Description of the task →
Please copy out every line of the listing below in which the word "Universitet" appears.

'''

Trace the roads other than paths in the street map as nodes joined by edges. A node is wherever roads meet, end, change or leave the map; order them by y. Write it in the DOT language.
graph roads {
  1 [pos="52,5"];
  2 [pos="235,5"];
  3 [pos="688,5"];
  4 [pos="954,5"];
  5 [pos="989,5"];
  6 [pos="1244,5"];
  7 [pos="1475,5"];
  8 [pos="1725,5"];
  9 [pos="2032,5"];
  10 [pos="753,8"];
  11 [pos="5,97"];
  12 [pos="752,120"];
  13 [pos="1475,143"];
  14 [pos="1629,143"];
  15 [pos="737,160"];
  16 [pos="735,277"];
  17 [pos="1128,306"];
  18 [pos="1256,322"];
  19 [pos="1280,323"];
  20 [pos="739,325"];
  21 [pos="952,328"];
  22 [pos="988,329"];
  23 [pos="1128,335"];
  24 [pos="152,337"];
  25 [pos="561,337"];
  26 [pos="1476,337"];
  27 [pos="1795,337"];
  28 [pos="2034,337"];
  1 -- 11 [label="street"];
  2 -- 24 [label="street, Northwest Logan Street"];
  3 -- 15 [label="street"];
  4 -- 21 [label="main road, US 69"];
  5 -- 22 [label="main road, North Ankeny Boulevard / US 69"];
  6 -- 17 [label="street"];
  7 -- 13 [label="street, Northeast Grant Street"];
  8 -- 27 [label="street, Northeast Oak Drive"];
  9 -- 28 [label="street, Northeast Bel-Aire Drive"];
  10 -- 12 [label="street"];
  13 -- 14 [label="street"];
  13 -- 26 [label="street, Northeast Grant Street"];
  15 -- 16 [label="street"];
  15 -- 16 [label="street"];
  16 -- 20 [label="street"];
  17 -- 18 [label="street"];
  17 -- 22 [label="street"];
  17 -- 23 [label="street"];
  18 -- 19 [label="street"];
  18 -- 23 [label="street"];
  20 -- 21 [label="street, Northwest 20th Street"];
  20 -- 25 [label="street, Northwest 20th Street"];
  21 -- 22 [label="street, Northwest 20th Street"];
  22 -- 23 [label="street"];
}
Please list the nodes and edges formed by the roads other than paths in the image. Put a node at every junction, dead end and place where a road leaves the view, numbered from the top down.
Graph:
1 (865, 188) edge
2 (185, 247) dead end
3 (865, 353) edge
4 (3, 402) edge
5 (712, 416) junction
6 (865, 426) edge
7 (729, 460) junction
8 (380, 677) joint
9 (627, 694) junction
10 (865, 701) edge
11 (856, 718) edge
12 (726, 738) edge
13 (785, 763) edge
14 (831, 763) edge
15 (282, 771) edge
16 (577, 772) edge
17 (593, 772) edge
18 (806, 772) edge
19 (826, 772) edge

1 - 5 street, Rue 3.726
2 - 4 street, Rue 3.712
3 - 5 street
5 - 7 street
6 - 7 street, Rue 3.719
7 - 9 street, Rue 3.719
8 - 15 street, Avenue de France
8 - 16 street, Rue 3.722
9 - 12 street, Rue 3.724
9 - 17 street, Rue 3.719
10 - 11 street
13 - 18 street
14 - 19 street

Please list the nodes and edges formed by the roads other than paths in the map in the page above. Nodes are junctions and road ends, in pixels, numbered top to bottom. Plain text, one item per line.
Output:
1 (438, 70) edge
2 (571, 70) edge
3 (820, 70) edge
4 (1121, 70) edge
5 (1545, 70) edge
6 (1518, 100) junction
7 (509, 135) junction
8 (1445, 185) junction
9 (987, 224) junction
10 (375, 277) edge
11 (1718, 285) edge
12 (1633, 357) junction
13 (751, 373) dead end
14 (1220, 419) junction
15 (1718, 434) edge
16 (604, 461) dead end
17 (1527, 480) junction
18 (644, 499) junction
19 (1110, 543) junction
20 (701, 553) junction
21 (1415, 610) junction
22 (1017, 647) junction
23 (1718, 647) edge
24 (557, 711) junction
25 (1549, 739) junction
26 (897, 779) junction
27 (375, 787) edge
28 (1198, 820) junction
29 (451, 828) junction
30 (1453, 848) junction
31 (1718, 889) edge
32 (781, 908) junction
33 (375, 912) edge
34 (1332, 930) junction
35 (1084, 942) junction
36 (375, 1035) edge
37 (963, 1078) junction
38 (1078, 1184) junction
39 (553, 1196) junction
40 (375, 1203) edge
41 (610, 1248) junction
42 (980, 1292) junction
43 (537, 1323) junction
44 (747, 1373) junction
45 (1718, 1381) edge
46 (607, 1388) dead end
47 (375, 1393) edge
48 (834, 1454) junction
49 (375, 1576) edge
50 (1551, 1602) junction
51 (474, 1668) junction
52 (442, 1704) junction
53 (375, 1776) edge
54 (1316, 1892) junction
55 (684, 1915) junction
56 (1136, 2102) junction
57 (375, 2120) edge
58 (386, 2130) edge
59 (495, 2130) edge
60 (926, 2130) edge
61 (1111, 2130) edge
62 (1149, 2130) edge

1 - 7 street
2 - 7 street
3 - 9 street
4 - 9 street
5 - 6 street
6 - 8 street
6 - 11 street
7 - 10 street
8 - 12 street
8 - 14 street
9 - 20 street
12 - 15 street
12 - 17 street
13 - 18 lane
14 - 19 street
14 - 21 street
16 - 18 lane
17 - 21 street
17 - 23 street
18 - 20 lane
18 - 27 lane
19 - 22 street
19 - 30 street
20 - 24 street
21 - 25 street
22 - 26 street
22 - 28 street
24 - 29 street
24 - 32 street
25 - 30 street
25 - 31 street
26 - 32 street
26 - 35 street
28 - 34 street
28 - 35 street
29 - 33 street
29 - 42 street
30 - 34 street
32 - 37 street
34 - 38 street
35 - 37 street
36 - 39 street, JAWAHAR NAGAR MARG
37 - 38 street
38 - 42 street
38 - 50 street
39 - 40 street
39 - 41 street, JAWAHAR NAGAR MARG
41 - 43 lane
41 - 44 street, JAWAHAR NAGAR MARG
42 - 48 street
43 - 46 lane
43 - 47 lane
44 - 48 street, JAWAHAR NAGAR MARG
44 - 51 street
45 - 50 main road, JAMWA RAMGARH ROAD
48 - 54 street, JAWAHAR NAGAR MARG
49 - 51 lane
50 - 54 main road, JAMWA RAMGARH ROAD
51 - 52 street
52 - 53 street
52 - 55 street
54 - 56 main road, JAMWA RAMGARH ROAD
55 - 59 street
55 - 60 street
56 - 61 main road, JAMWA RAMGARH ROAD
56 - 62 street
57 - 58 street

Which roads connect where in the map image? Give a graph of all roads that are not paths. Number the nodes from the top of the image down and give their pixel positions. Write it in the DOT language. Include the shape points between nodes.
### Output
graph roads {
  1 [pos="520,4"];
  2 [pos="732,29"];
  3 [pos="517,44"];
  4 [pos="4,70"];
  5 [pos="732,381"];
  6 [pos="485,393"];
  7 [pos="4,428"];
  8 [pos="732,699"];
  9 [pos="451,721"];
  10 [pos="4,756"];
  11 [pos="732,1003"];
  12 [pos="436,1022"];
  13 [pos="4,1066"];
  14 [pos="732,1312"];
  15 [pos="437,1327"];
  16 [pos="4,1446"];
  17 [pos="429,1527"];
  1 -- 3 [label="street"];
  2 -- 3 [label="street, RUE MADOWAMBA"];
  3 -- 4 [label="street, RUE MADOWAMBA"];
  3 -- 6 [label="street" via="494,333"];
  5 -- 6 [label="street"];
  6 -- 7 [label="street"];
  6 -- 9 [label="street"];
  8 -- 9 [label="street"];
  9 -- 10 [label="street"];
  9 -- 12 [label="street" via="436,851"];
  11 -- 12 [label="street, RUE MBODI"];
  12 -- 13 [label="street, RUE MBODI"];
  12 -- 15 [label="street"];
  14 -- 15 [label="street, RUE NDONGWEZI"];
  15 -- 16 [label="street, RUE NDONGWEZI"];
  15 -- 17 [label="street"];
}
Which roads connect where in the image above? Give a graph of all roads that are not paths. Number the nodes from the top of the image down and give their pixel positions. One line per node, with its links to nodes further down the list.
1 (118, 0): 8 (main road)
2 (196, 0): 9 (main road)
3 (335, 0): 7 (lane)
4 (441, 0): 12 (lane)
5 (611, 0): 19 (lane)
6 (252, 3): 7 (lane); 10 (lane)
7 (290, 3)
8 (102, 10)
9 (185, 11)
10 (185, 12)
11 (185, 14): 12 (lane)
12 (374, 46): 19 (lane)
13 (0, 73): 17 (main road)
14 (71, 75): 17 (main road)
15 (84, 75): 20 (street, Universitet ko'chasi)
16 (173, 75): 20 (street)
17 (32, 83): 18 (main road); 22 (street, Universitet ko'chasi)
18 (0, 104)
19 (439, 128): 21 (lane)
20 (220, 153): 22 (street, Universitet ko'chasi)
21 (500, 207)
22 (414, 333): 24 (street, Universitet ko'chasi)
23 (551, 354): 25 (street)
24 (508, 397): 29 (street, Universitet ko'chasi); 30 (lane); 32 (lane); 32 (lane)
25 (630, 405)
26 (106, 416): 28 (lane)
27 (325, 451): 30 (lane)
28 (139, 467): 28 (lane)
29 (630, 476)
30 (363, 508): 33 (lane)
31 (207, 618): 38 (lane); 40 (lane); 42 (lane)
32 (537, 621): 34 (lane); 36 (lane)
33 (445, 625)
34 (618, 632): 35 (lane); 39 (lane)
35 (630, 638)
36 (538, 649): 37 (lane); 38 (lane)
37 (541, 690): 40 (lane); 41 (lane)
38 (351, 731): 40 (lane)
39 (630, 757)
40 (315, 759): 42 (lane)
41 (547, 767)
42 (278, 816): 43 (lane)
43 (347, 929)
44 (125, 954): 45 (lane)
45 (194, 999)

'''

Solution to this problem →
15 (84, 75): 20 (street, Universitet ko'chasi)
17 (32, 83): 18 (main road); 22 (street, Universitet ko'chasi)
20 (220, 153): 22 (street, Universitet ko'chasi)
22 (414, 333): 24 (street, Universitet ko'chasi)
24 (508, 397): 29 (street, Universitet ko'chasi); 30 (lane); 32 (lane); 32 (lane)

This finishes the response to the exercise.